History resists such erasure. The South African mining economy has always relied on force, whether naked or institutionalised. During the 1922 Rand Revolt, more than 200 people were killed when the State intervened decisively to protect accumulation under threat. That episode revealed an enduring truth: when the circuits of capital are disrupted, coercive power is summoned. The difference between 1922 and 2012 lies not in the logic of violence, but in the character of the State that deploys it.

This is the burden the ANC must confront honestly. Marikana exposed the limits of political liberation divorced from economic transformation. It revealed a post apartheid State deeply entangled with capital, structurally dependent on mineral rents, and uncertain in its class orientation.

When confronted by organised working-class resistance operating outside institutionalised bargaining frameworks, the State responded not with mediation but with repression. This response was not anomalous. It was the outcome of unresolved structural contradictions.

The implications of Marikana extend beyond the platinum belt. The violence did not end on that August afternoon. It continues in the lives of widows and fatherless children, bearing the deferred costs of an economy that extracts value in one place while depositing misery elsewhere.

Geography, in this sense, becomes destiny. The spatial separation between Bojanala’s mineral wealth and the sites of social reproduction that sustain mining labour is not incidental. It is constitutive of South Africa’s political economy.

Migrant labour did not disappear with democracy. It merely assumed new forms, continuing to externalise the social costs of accumulation beyond the zones of extraction. Any serious reflection on Marikana must therefore extend beyond the site of violence itself to the broader social geography that made it possible and continues to sustain its afterlives.

The 2026 January 8th Statement and Rally, therefore, unfolded within the unmistakable context of the approaching National Local Government Elections. These elections loom large, not as a procedural inevitability, but as a political test of organisational coherence. They demand clarity of purpose, firmness of execution, and a sober appreciation of the material conditions confronting communities. 

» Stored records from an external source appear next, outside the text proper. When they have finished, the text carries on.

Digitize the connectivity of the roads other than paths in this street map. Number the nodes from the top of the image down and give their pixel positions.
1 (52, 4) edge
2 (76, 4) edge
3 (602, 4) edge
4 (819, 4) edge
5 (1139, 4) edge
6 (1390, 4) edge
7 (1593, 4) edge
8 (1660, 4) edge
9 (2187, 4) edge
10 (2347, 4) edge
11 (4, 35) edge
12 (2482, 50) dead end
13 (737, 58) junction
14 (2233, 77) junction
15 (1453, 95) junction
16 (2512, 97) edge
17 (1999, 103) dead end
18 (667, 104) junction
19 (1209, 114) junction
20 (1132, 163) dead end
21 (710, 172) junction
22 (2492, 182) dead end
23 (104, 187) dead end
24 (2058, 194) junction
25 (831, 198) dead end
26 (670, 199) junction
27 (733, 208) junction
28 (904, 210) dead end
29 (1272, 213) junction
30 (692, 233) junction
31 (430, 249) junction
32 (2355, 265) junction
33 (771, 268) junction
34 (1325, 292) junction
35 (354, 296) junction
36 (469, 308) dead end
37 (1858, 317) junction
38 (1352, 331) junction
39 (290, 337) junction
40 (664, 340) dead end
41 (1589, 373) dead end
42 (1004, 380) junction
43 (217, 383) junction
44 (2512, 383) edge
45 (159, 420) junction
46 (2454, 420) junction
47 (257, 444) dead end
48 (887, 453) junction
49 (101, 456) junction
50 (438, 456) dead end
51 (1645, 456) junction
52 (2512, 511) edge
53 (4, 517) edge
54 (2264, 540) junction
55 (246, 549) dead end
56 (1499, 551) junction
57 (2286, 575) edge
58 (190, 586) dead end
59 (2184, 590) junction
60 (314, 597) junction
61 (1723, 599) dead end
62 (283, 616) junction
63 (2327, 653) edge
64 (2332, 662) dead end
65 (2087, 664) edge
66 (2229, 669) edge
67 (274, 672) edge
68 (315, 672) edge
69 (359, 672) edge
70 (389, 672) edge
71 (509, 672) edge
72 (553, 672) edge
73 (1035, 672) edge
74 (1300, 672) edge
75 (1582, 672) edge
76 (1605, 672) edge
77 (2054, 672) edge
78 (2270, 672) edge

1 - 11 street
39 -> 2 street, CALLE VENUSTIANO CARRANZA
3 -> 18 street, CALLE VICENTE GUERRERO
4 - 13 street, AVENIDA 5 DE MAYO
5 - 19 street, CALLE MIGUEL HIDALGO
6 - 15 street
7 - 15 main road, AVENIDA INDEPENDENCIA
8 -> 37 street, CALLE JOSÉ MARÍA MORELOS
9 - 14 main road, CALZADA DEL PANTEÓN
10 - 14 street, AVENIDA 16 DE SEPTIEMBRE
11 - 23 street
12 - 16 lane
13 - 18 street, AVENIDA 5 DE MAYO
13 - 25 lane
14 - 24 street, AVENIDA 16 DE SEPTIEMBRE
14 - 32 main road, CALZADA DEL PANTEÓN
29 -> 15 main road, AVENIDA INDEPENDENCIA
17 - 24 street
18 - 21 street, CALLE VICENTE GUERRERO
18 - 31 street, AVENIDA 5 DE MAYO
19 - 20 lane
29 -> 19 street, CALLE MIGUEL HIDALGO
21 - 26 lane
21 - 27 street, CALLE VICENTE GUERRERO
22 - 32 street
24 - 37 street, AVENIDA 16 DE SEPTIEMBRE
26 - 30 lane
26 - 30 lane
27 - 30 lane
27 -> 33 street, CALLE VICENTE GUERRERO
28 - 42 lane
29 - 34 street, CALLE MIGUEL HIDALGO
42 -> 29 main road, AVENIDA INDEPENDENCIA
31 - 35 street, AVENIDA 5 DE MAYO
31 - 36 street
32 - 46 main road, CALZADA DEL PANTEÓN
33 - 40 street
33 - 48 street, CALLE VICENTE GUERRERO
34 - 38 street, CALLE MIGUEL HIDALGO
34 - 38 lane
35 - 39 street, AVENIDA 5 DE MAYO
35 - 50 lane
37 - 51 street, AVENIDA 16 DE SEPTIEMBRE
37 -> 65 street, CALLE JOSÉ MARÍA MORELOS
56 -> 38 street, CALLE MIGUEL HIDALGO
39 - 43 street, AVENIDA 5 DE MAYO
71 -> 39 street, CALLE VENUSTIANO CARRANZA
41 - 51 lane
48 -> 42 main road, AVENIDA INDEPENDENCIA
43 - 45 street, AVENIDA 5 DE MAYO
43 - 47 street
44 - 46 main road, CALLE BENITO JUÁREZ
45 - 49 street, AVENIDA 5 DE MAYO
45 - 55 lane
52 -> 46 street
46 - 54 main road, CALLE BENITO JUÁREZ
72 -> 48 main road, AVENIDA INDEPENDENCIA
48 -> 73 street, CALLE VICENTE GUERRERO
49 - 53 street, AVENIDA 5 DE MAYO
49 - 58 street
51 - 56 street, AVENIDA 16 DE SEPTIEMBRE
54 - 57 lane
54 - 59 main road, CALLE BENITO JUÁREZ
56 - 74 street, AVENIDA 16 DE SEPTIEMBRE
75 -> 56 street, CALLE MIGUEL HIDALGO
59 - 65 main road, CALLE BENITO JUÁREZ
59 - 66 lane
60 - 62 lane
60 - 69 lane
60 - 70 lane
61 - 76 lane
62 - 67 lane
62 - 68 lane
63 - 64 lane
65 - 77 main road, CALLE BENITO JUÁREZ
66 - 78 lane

Accordingly, the ANC is compelled to map out a combative and grounded electoral strategy, one capable of reconnecting the movement to the lived realities of the masses. Such a strategy cannot subsist on proclamation. It must be borne by disciplined ground forces, equipped with the capacity to articulate it persuasively to the people, ward by ward and street by street.

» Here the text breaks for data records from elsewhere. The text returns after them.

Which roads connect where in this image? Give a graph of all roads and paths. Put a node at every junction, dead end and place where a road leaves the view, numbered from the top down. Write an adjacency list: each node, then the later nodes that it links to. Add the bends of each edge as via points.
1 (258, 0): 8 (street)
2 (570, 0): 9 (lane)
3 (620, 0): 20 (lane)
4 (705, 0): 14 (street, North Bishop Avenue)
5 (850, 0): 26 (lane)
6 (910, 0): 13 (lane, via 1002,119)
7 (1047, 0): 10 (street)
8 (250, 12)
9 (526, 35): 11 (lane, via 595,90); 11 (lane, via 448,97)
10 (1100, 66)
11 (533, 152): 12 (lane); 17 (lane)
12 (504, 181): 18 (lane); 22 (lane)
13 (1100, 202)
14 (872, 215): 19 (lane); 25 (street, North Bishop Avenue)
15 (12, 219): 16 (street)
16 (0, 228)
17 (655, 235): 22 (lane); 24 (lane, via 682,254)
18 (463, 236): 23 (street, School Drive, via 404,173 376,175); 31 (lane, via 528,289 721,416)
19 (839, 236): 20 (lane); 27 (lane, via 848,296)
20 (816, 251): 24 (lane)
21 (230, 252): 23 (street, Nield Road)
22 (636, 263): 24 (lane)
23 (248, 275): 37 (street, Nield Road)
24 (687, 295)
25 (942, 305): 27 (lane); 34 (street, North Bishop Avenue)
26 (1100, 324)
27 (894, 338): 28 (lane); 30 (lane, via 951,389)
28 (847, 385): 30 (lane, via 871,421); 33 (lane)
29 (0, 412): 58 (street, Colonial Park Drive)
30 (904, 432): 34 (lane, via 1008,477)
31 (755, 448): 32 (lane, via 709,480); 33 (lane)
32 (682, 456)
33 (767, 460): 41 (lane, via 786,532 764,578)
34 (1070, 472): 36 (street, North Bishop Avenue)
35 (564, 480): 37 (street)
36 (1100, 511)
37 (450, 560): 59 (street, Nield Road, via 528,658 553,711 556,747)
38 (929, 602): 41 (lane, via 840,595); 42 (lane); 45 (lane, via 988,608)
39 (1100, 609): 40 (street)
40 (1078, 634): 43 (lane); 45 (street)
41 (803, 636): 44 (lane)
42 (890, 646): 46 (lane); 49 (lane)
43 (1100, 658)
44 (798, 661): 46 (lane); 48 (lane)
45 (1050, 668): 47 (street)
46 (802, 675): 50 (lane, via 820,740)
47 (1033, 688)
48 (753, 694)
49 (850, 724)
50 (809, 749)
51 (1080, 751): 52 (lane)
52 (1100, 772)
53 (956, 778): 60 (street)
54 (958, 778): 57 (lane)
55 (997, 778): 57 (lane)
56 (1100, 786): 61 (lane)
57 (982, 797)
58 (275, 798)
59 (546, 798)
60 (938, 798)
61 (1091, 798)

It must speak directly to collapsing road infrastructure, the systematic neglect of State assets, including public facilities such as stadiums, and the visible decay that steadily erodes confidence in democratic governance. Consequently, cadres deployed at the coalface of service delivery must possess not only technical competence, but also the political wherewithal and moral courage to act decisively, without evasion, hesitation, or retreat.

The 2026 January 8th Statement, therefore, must present the African National Congress with an opportunity to arrest and reverse the downward electoral trajectory anticipated by polling agencies and political analysts, not through assertion, but through demonstrable organisational resolve and material responsiveness to the lived conditions of the people.

* Zamikhaya Maseti is a political economy analyst and holds a Magister Philosophae (M.Phil.) in South African Politics and Political Economy from the erstwhile University of Port Elizabeth, now Nelson Mandela University.

** The views expressed do not necessarily reflect the views of IOL, Independent Media or The African.